Project Magic is a program, designed by David Copperfield, where teams of magicians and occupational therapists work together to teach sleight of hand to people with disabilities to aid in their rehabilitation and help the patients build self-esteem. The tricks taught in Project Magic were designed to help improve dexterity, coordination, visual perception, spatial relationships, and cognitive skills, with specific magic tricks developed for varying disabilities.

==Origin==
When David Copperfield received a press clipping in a letter from a magician he had been corresponding with, he was surprised to learn from the photograph that the young man was in a wheelchair. "His self-image did not have a disability," said Copperfield. This led Copperfield to wonder if magic could help to recover patients and gain self-confidence.
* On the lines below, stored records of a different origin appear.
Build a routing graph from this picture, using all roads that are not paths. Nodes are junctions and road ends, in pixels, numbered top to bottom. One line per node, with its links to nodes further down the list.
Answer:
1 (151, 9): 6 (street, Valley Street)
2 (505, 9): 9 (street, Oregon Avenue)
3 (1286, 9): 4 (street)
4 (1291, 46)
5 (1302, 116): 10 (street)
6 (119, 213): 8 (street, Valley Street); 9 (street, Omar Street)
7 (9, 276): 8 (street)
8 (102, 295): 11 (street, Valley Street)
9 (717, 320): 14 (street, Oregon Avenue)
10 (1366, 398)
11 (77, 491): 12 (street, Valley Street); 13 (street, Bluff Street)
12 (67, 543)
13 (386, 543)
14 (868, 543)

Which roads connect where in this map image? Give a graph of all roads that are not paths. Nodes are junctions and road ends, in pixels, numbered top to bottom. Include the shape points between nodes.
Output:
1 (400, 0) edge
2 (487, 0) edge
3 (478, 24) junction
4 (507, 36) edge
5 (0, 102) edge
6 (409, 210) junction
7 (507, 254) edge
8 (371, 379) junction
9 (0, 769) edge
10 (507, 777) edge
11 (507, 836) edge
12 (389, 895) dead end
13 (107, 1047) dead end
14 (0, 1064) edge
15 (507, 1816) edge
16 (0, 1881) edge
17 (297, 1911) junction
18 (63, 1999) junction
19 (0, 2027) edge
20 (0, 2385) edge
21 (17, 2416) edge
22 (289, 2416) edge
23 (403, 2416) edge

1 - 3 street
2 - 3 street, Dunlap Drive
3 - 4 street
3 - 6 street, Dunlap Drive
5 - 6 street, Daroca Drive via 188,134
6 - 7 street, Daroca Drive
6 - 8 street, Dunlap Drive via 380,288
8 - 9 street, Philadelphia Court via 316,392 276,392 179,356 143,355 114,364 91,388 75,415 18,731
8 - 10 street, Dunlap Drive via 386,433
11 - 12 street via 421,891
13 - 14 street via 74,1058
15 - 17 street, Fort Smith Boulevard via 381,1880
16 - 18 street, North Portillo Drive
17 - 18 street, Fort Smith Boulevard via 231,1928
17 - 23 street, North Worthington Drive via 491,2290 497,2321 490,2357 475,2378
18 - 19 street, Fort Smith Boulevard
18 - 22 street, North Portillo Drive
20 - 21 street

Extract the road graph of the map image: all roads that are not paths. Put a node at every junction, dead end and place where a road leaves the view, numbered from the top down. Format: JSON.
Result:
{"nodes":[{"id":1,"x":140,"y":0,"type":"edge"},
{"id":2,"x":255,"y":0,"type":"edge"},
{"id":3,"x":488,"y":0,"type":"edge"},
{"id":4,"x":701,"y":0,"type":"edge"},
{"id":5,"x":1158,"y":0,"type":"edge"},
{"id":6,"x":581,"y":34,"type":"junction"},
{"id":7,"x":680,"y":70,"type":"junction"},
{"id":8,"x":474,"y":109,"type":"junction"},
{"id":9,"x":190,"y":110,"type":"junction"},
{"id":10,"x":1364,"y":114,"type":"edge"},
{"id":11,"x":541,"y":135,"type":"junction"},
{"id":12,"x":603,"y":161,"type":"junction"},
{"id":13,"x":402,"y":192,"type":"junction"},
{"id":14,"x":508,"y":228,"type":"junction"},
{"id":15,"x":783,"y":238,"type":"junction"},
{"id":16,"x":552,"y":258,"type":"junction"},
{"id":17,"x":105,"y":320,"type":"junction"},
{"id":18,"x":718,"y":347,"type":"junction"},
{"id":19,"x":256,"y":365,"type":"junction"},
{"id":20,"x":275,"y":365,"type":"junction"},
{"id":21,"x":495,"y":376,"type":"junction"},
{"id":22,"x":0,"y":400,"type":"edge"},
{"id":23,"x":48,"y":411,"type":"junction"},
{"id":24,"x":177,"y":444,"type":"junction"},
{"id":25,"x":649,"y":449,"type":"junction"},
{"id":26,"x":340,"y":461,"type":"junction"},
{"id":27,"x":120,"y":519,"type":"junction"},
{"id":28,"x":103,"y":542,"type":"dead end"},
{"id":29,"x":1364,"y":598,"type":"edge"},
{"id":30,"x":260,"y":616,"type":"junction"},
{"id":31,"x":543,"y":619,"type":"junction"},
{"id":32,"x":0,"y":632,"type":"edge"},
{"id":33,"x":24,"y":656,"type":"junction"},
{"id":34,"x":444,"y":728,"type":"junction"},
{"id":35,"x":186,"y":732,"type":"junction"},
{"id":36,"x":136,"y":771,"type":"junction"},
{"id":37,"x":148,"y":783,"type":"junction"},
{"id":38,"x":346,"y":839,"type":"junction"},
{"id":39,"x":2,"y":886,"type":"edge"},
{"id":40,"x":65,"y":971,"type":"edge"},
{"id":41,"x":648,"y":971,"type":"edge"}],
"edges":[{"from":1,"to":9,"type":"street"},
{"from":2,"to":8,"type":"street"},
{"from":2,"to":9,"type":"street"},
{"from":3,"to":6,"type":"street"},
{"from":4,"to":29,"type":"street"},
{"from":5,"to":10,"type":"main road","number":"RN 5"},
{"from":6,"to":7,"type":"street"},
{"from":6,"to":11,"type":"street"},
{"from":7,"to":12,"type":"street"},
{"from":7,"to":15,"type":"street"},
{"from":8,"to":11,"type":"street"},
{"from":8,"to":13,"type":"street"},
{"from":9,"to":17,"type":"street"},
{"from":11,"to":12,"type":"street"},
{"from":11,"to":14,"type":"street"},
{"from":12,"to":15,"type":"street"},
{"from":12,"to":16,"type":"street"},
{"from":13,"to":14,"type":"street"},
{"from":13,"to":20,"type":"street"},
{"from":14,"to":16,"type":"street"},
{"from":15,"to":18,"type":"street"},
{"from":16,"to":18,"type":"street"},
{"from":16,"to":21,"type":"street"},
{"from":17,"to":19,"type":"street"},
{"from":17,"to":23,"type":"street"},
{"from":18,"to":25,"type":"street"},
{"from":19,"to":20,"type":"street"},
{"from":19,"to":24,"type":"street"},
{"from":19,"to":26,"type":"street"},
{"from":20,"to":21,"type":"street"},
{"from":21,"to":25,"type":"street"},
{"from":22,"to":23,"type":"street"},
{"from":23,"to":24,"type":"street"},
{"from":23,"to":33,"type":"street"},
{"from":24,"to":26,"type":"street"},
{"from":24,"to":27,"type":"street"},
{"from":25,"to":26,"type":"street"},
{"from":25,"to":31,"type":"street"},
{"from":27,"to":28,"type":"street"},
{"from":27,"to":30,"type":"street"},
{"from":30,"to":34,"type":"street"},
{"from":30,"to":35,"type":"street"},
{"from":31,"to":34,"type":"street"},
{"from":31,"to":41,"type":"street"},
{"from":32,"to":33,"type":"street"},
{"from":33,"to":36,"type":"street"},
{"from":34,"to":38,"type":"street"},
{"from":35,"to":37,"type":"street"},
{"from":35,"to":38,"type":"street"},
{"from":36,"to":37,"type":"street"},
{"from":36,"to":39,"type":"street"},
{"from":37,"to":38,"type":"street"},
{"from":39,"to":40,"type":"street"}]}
In February 1982, Copperfield brought his idea to the Daniel Freeman Memorial Hospital in Inglewood, California, which was recognized by the National Association of Rehabilitation Facilities as the "outstanding rehabilitation center of 1981". Copperfield began collaborating with Julie DeJean, the hospital's director of occupational therapy, to develop tricks that could be applied to treat various disabilities. The participants also gained self-confidence by being able to do things that others could not.

==Structure==

Teams of magicians and occupational therapists work together to teach sleight of hand to people with disabilities to aid in their rehabilitation. The occupational therapists using Project Magic work in teams with local volunteer magicians. The magician first teaches the illusions to the therapists, then together, they instruct the patients on how to perform the illusions. The therapist then helps the patients to master the techniques involved during the following week. After a week, the magicians return and give on how to polish up the trick by using other techniques such as misdirection and the proper stage presence.

The tricks taught in Project Magic were designed to help improve dexterity, coordination, visual perception, spatial relationships, and cognitive skills. There are specific magic tricks developed for varying disabilities. It also helps build self-esteem.